◆ WORK ORDER ◆
Write out, unchanged, the lines from the one holding "Please list the" to the close of the listing. Both the first and last lines belong in it.

============

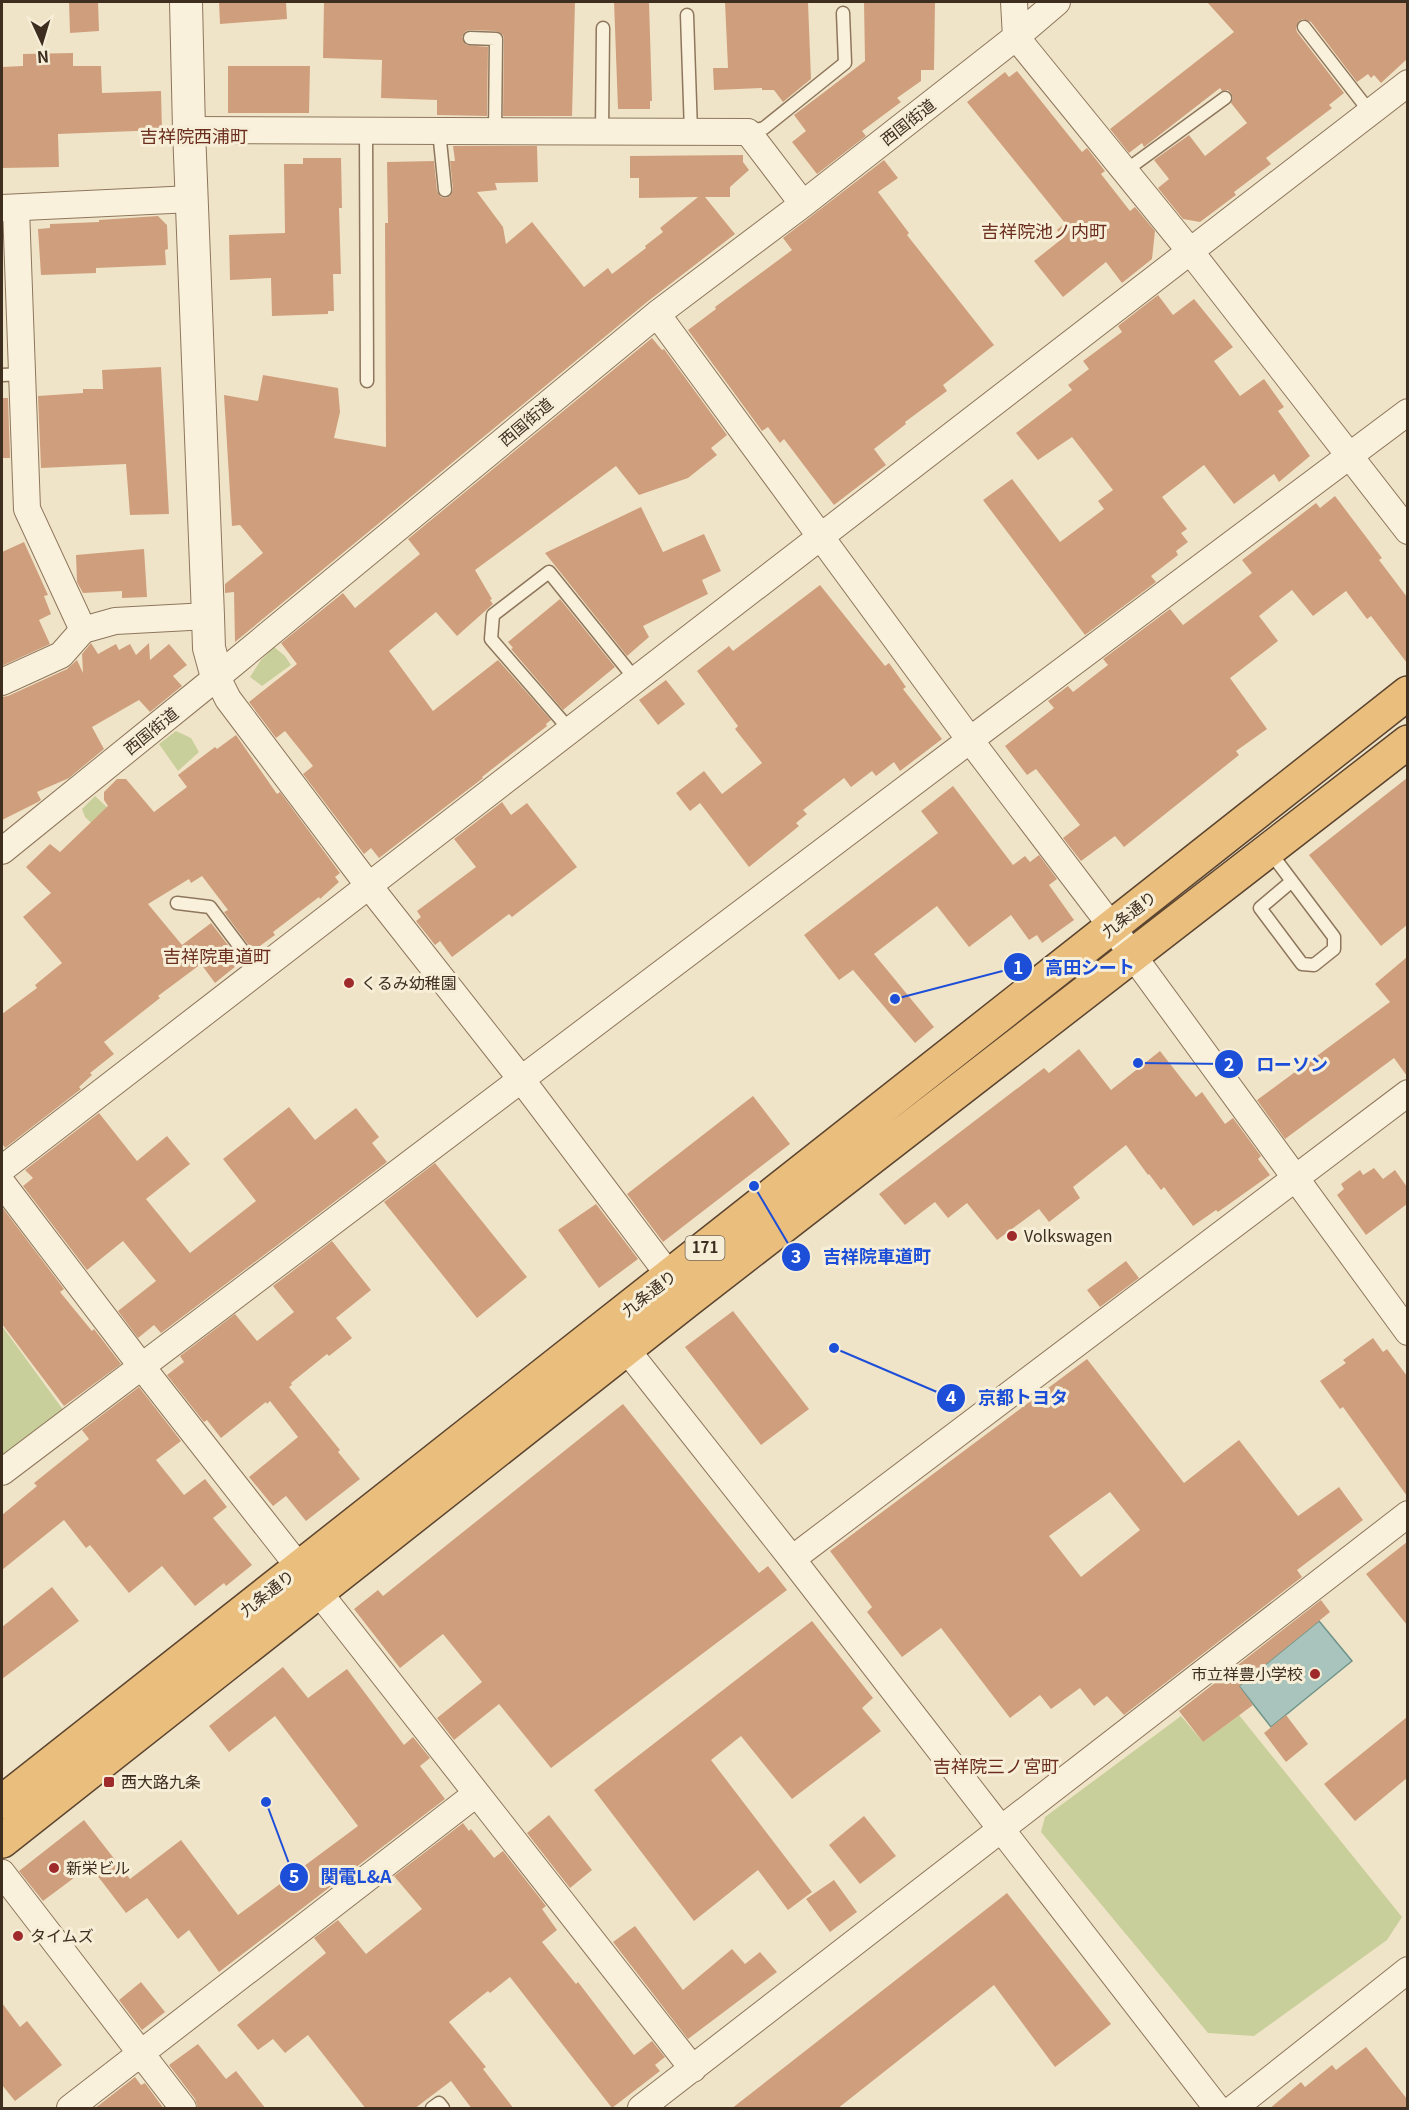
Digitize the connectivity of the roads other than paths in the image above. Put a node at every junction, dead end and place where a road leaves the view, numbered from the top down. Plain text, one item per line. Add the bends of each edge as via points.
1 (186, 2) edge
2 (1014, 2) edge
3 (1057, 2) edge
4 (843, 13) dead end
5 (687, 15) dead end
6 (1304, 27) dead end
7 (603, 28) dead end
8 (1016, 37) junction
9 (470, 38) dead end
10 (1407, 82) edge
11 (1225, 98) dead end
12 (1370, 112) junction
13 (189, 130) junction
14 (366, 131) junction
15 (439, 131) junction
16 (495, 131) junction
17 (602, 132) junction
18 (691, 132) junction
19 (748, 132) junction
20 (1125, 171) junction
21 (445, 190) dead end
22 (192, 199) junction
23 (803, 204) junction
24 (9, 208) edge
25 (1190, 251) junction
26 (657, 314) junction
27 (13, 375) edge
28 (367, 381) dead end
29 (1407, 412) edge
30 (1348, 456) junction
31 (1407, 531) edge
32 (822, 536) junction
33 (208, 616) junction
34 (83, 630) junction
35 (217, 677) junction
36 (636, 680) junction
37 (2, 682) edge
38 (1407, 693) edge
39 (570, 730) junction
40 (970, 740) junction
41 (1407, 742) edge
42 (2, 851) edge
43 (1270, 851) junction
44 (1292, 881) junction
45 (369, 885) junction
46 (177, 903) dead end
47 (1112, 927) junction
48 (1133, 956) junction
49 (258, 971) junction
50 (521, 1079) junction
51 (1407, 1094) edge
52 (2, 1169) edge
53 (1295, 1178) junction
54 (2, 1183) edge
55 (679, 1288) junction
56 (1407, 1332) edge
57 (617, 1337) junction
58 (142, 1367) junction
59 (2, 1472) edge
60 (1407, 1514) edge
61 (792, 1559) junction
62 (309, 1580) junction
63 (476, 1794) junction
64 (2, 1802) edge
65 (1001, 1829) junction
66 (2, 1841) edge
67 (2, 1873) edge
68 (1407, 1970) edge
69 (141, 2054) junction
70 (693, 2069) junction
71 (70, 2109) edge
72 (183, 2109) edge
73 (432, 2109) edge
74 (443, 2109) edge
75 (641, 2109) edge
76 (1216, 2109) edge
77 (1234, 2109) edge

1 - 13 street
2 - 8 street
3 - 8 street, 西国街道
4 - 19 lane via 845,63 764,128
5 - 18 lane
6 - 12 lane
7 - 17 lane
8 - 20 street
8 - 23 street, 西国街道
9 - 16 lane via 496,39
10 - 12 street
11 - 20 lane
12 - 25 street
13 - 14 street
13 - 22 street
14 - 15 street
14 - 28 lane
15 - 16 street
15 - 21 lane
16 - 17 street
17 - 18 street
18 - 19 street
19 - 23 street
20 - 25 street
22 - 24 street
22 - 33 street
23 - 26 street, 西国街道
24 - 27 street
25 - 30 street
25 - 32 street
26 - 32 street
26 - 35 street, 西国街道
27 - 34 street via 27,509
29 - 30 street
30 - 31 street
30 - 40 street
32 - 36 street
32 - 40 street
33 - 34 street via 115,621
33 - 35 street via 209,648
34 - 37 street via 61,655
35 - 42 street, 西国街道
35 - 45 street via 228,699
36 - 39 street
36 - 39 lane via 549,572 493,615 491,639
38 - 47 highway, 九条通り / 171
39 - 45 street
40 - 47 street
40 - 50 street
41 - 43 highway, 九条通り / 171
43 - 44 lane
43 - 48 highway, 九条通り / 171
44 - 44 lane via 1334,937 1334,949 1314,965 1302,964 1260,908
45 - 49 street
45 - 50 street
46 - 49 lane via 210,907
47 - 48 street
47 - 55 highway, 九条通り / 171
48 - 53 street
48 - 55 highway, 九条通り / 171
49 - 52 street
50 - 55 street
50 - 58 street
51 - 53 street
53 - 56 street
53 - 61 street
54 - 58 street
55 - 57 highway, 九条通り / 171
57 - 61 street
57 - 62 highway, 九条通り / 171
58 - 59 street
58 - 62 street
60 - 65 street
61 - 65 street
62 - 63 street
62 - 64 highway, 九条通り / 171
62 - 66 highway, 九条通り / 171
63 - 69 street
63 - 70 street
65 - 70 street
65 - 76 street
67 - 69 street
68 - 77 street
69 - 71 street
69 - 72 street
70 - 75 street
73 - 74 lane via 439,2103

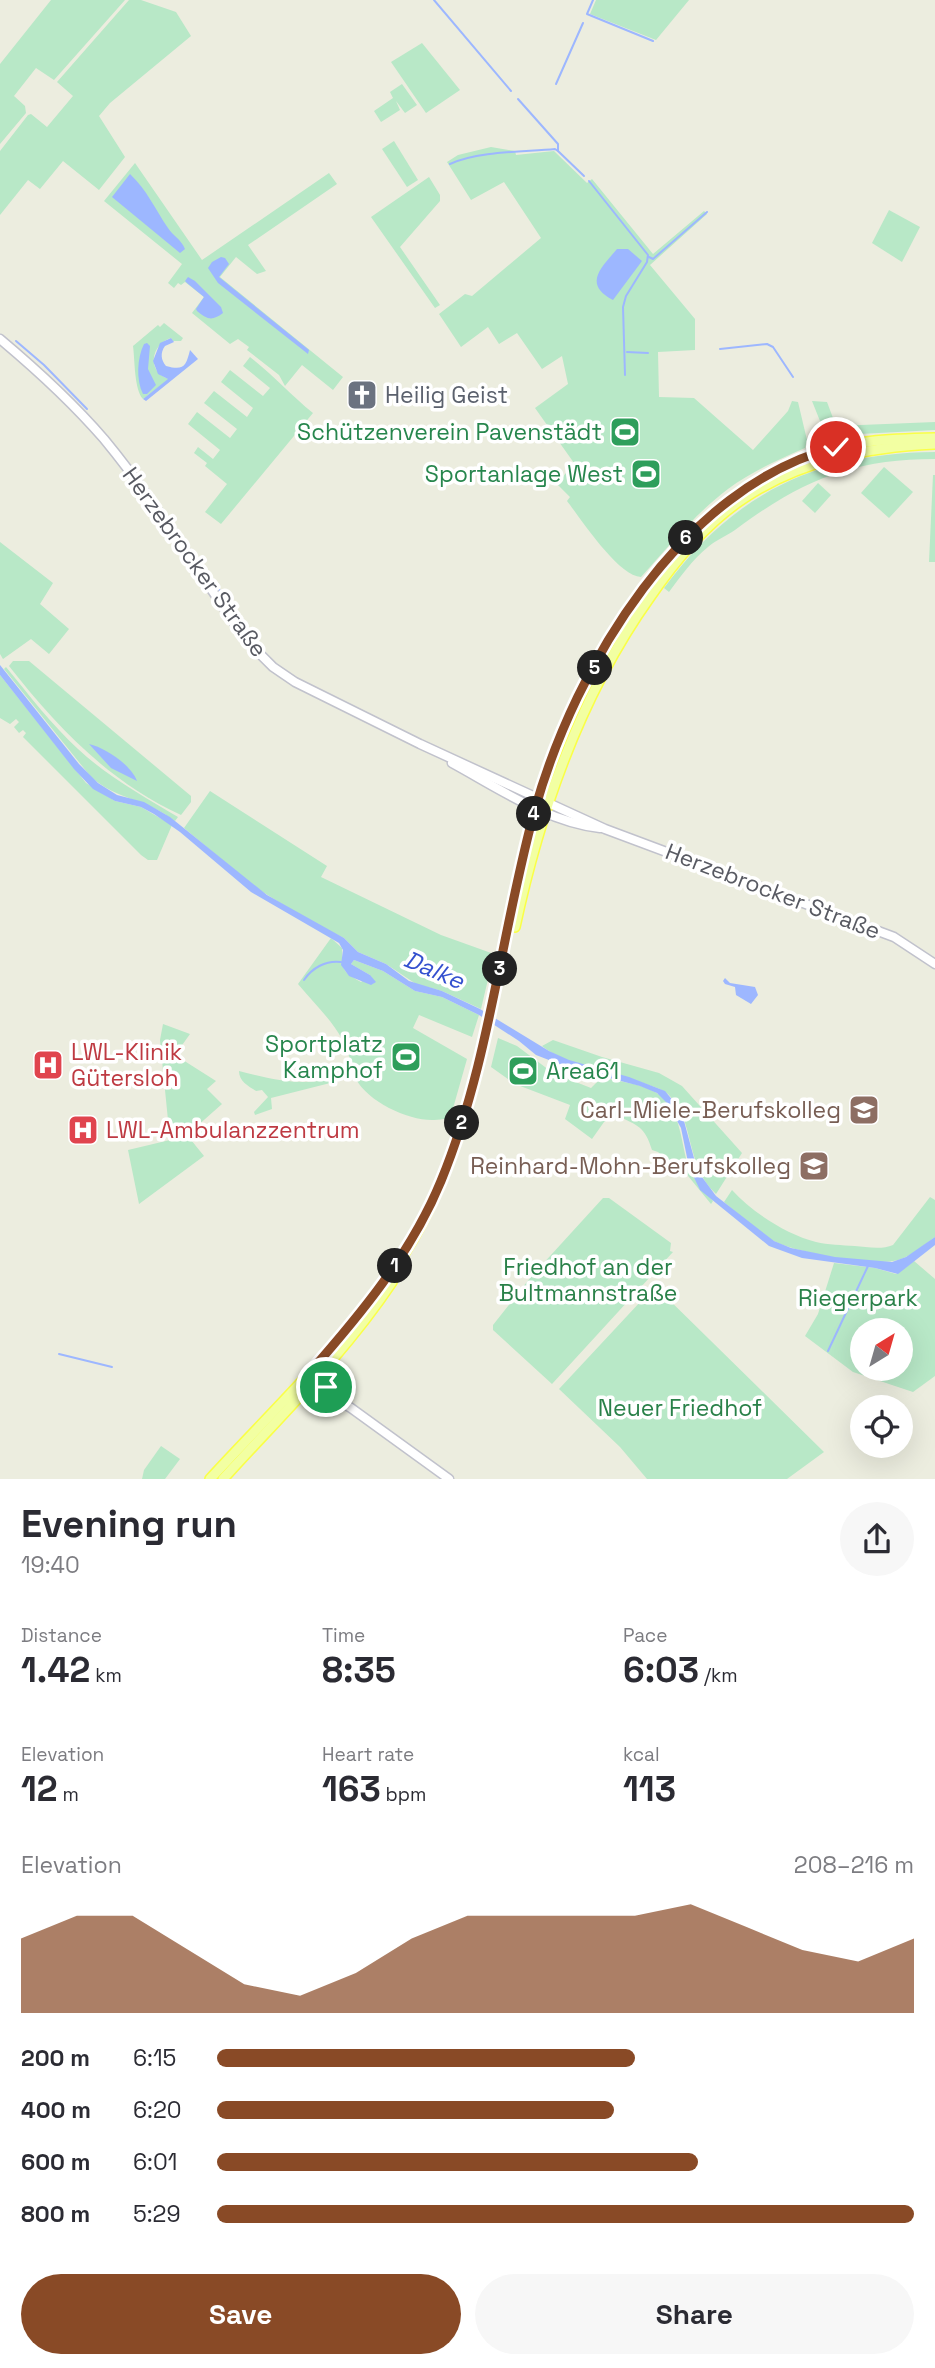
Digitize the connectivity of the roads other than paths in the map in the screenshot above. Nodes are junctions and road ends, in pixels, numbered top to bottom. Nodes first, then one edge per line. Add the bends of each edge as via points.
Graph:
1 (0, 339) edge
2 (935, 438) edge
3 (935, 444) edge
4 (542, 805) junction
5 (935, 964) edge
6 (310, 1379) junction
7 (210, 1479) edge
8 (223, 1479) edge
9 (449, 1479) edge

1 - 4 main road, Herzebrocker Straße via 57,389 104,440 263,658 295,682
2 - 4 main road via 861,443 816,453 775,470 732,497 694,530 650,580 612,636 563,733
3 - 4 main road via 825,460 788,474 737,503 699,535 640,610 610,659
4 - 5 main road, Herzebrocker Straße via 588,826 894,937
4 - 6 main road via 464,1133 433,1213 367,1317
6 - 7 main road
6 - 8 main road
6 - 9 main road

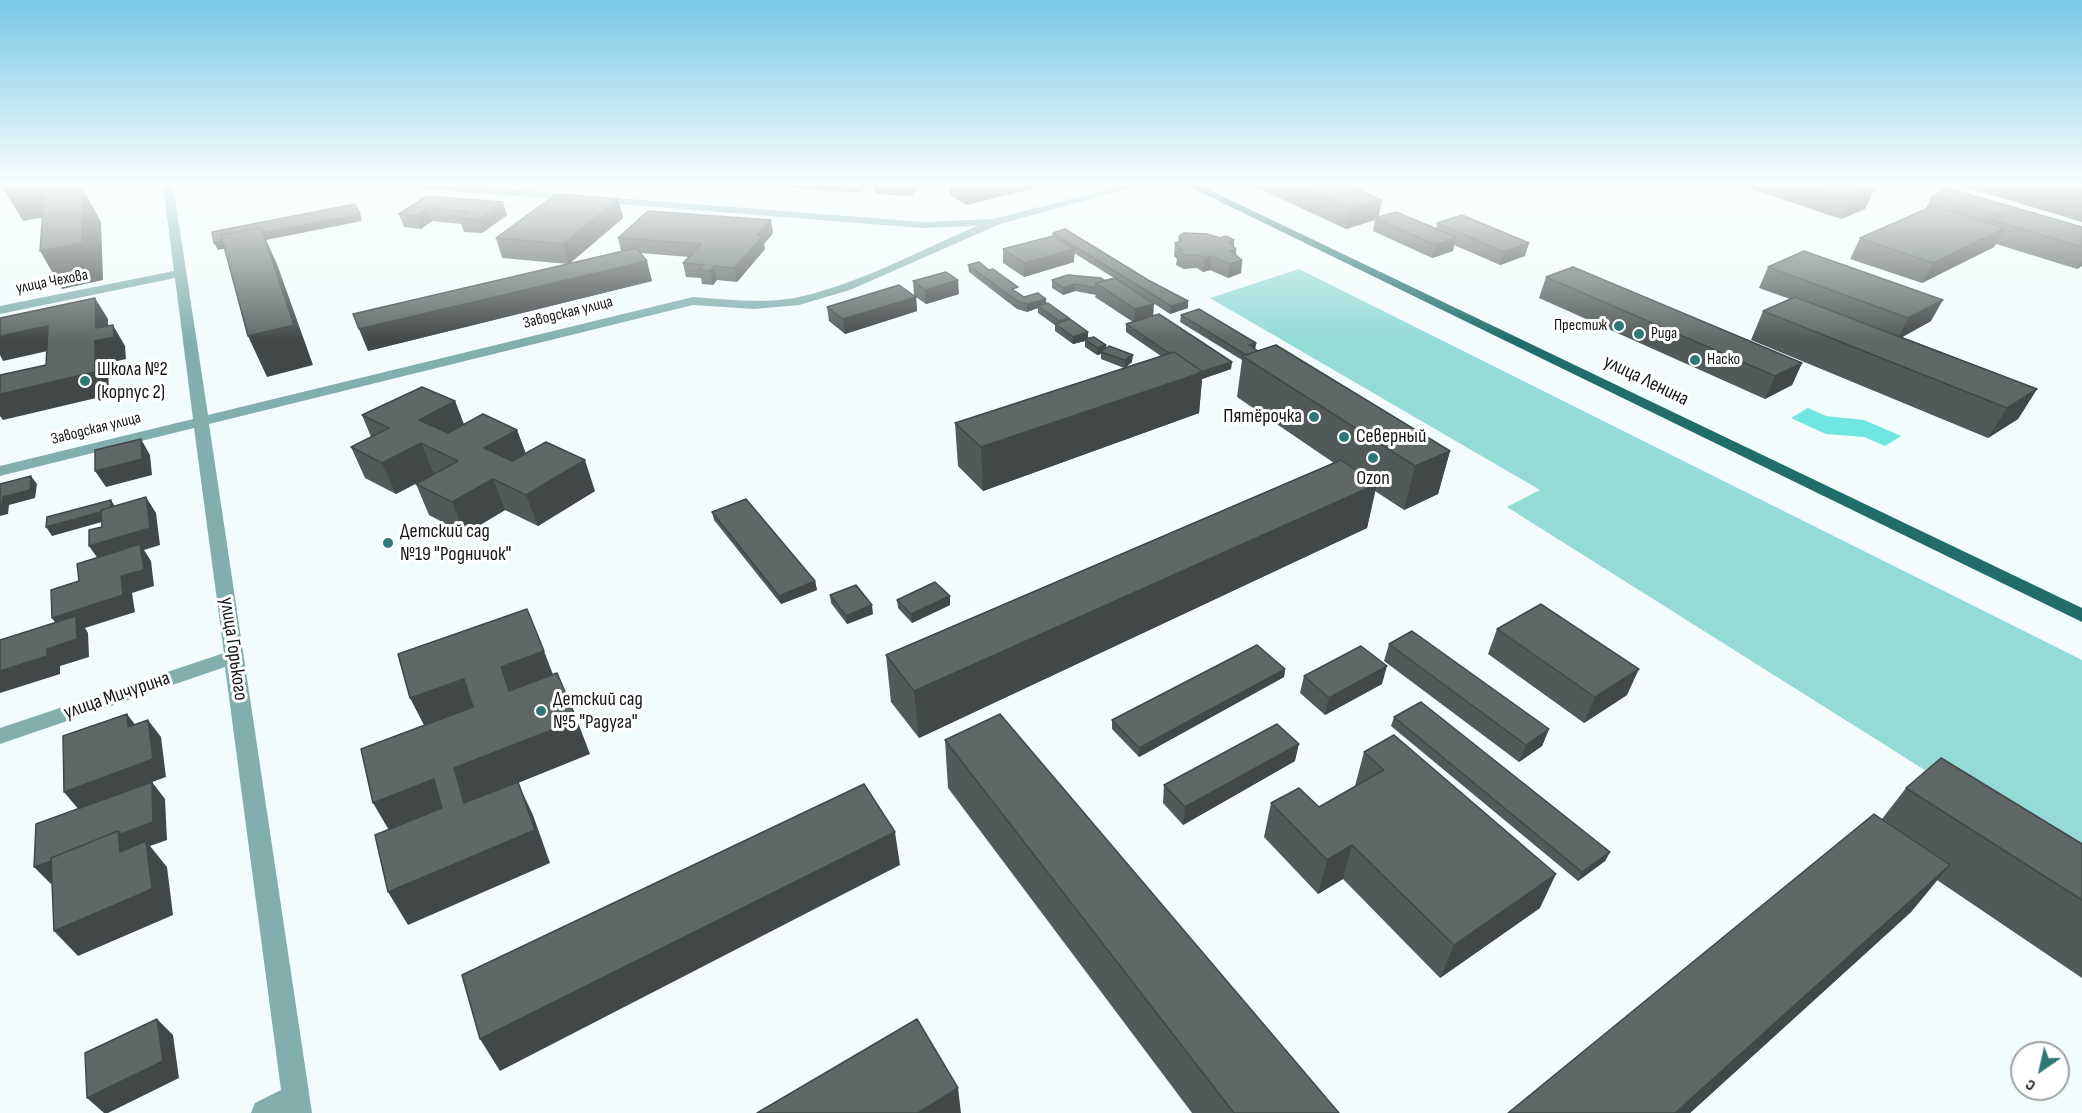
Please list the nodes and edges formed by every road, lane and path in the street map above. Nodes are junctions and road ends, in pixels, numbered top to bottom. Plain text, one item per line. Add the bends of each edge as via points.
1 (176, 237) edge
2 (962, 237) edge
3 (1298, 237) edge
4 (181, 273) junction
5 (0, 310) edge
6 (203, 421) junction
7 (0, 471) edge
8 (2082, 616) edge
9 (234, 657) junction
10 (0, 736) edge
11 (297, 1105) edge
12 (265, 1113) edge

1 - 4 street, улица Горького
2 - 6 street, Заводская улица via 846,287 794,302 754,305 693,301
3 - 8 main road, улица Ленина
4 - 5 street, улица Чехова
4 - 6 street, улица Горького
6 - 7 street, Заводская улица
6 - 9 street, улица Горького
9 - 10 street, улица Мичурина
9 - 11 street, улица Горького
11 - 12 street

============

◆ SOLUTION ◆
Please list the nodes and edges formed by every road, lane and path in the street map above. Nodes are junctions and road ends, in pixels, numbered top to bottom. Plain text, one item per line. Add the bends of each edge as via points.
1 (176, 237) edge
2 (962, 237) edge
3 (1298, 237) edge
4 (181, 273) junction
5 (0, 310) edge
6 (203, 421) junction
7 (0, 471) edge
8 (2082, 616) edge
9 (234, 657) junction
10 (0, 736) edge
11 (297, 1105) edge
12 (265, 1113) edge

1 - 4 street, улица Горького
2 - 6 street, Заводская улица via 846,287 794,302 754,305 693,301
3 - 8 main road, улица Ленина
4 - 5 street, улица Чехова
4 - 6 street, улица Горького
6 - 7 street, Заводская улица
6 - 9 street, улица Горького
9 - 10 street, улица Мичурина
9 - 11 street, улица Горького
11 - 12 street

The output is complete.